Tercer asalto: “gobierno de anuncios”
 
Días después de que se conociera un sondeo con resultados favorables a la imagen de Santos, Uribe arremetía contra la administración asegurando que no tenía el respaldo del pueblo. “No despierta fervor popular. Sin embargo, gracias a todos los trabajadores de la U y la credibilidad de la opinión, hay un resultado que ustedes mismos están viendo”, dijo.
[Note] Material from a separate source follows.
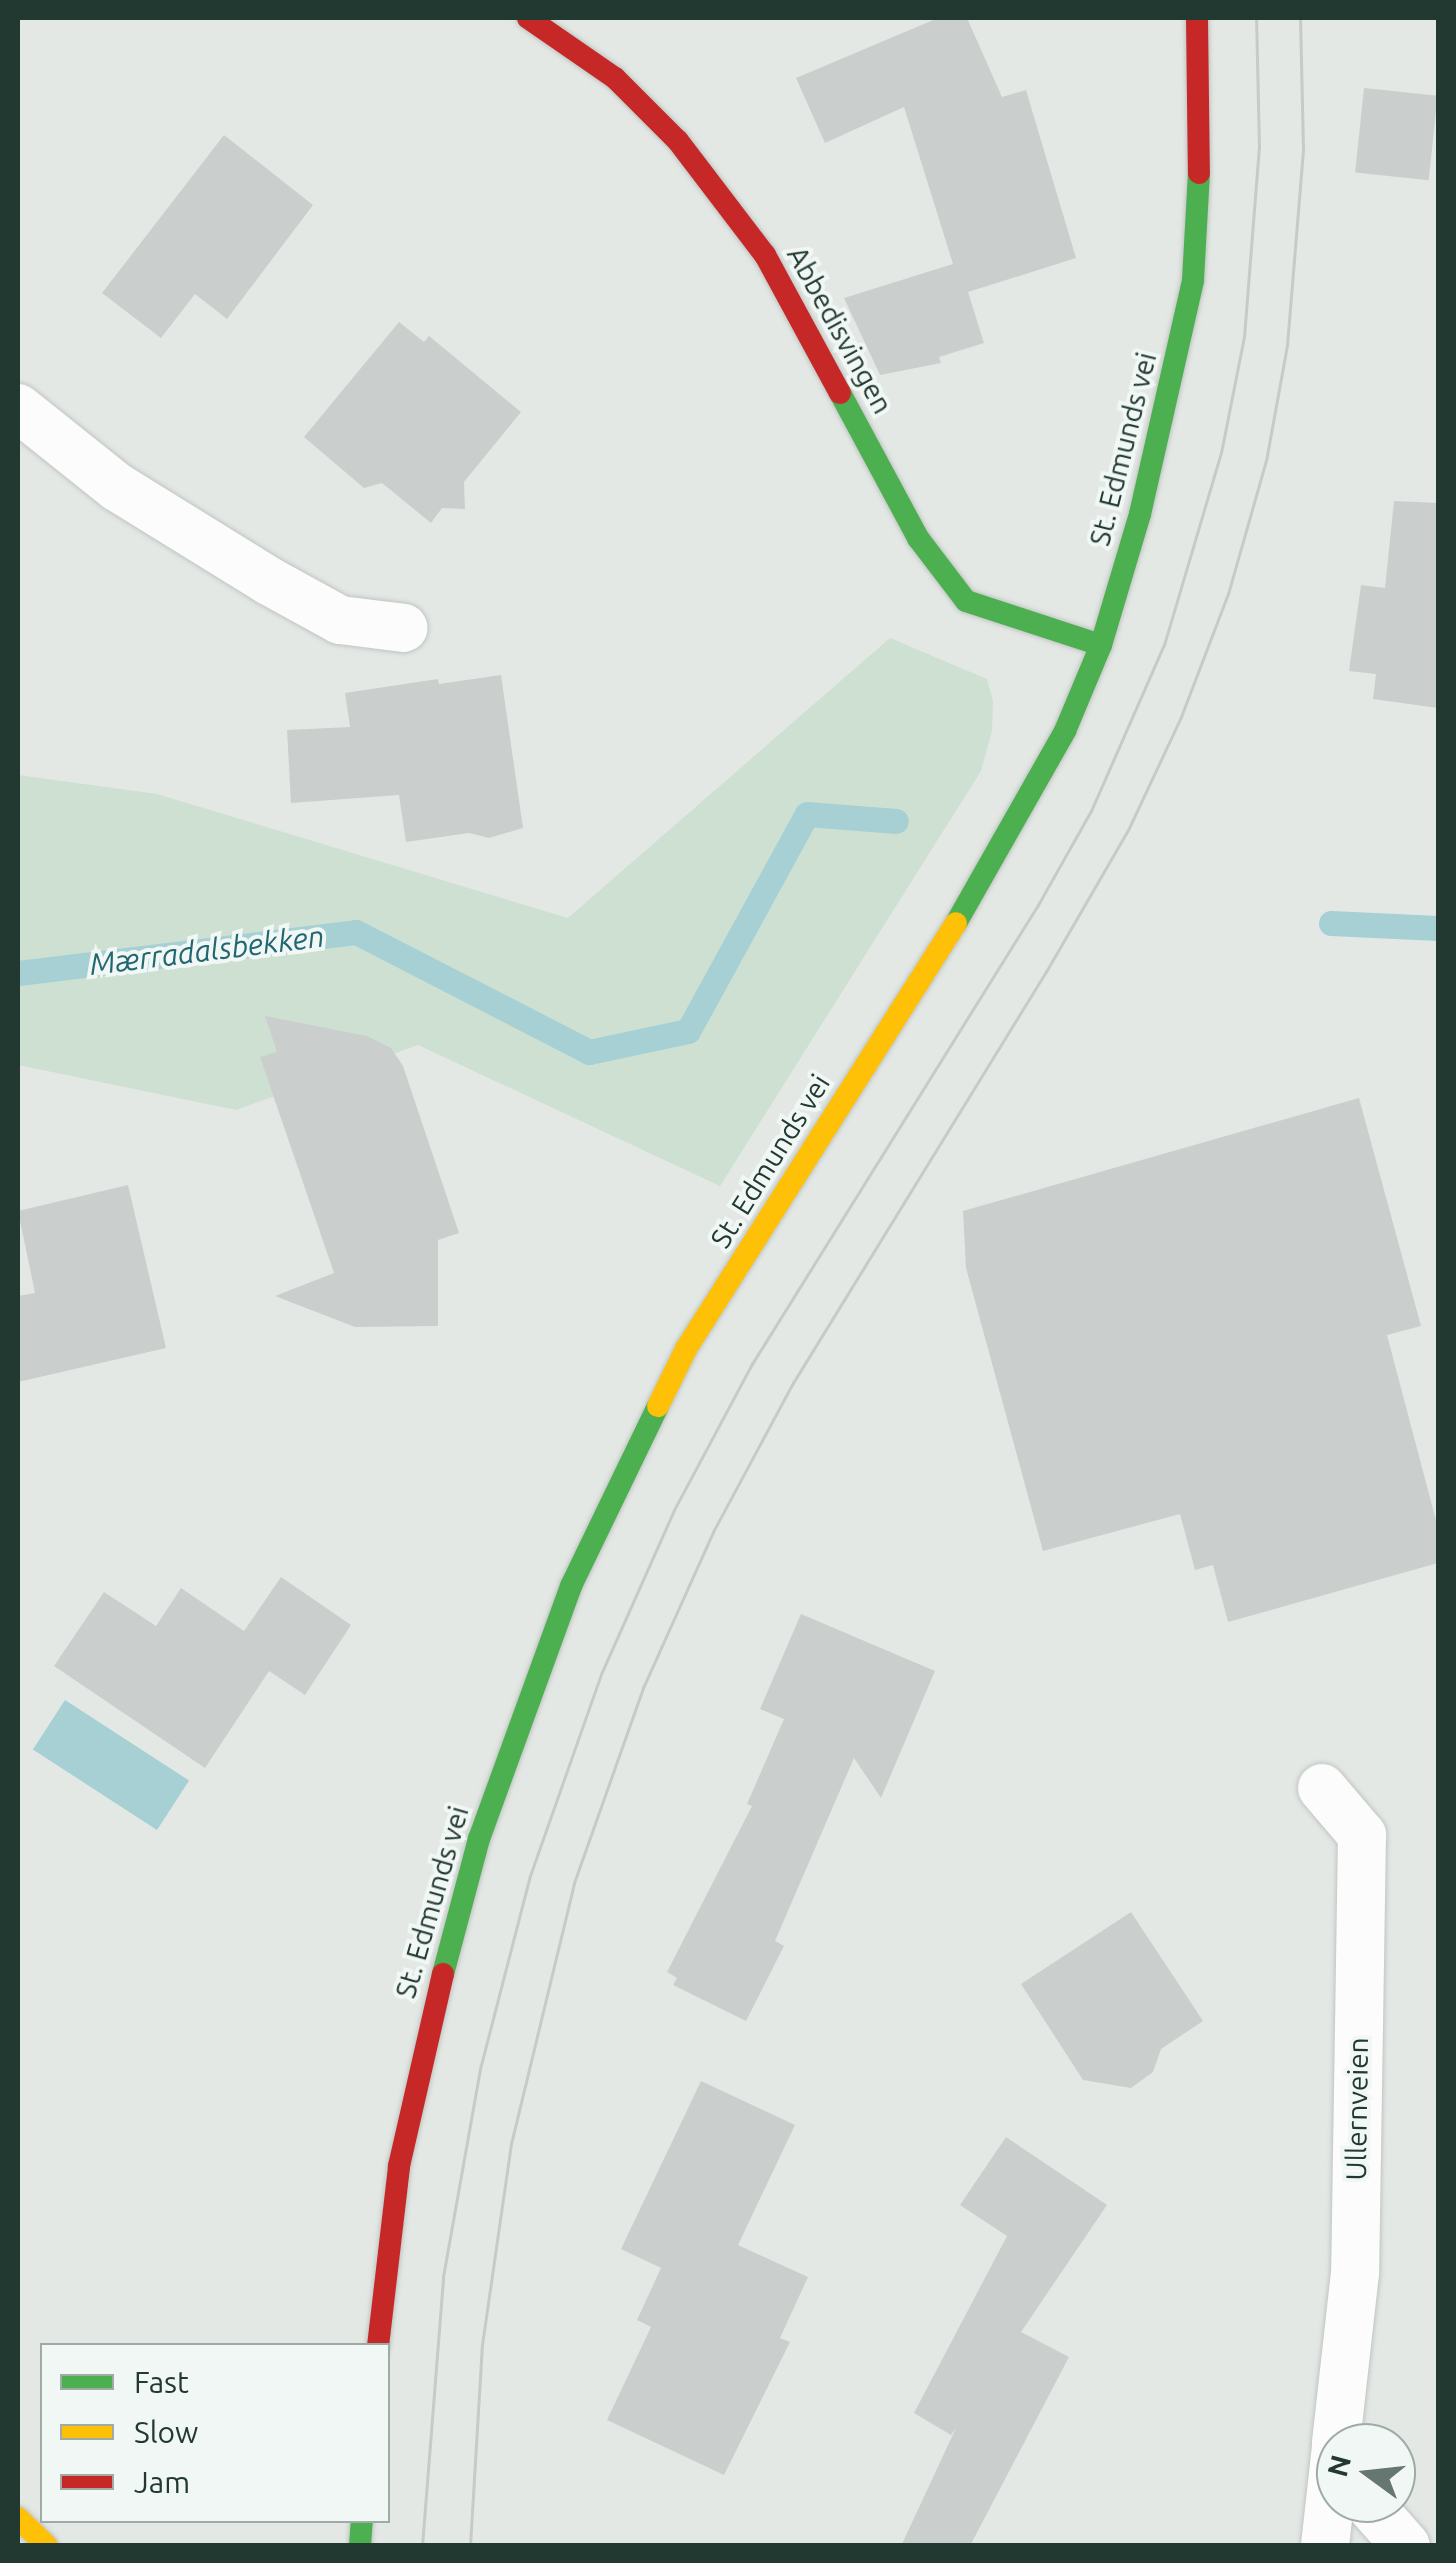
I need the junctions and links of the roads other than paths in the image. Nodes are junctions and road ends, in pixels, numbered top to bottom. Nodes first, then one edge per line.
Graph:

Y fue más allá, afirmando que “hay una preocupación creciente en la ciudadanía por un gobierno lejano, por un gobierno inactivo, por un gobierno de anuncios”.
 
Las palabras de Uribe tuvieron eco en el senador Juan Carlos Vélez, reconocido uribista quien reclamó más respaldo de su partido en esta postura y advirtió que “la U tiene que actuar conforme a su pensamiento político, apoyarlo más, respaldarlo más (a Uribe), por eso es necesario tener un dialogo urgente de la bancada con el expresidente, porque hay muchos temas como los nuevos ministerios, el reconocimiento del conflicto, el nombramiento reciente de Rafael Pardo en el ministerio del Trabajo, que lo tienen mortificado y el partido debería escucharlo”.
 
Cuarto asalto: ley de Víctimas
 
Días antes de que la Ley de Víctimas, considerada uno de los proyectos bandera del gobierno de Santos, fuera aprobada con amplia mayoría en la plenaria del Senado, el expresidente lanzaba una contrapropuesta al texto que buscaba varias modificaciones.
 
Entre los cambios propuestos se buscaba dejar fuera de la norma los crímenes perpetrados por agentes del stado como las muertes y desapariciones forzadas o los falsos positivos ocurridos durante su gobierno.
 
Quinto asalto: reconocimiento del conflicto
 
Después de que Santos reconoció la existencia del conflicto armado en Colombia, Álvaro Uribe mostró su desacuerdo. “Se está dando una señal sumamente grave. El reconocimiento del conflicto es el principio de reconocimiento de legitimidad de los grupos armados”, dijo el exmandatario.
 
Por medio de una carta, Uribe le pedía formalmente al presidente que desistiera de reconocer la existencia de un conflicto armado interno en Colombia. En la carta se cuestiona que se pudiera hablar de conflicto interno, al aseverar que las guerrillas se financian con el narcotráfico y cometen atentados.
 
Sexto asalto: contra el nuevo mejor amigo
 
Uno de los episodios más críticos ocurrió durante el mes de noviembre del 2011 cuando en vísperas de un nuevo encuentro entre Santos y el presidente de Venezuela, Hugo Chávez, se divulgaron las palabras entre Álvaro Uribe y algunos candidatos de la oposición venezolana.
 
“Dicen que el presidente Santos va para Venezuela el 28, por qué no producen un manifiesto en los días anteriores al encuentro diciendo eso: presidente Santos, estamos desconcertados ¿cómo les da más peso a 800 millones de dólares o a 400 que a los valores democráticos? Los valores democráticos no tienen precio”, propuso Uribe Vélez.
 
El expresidente indicó a la oposición que deberían hacer un pronunciamiento público. “Llevamos casi año y medio en esto y no ha habido un pronunciamiento público, entonces sería muy importante y ahí mismo le hago eco por supuesto, queridos amigos”.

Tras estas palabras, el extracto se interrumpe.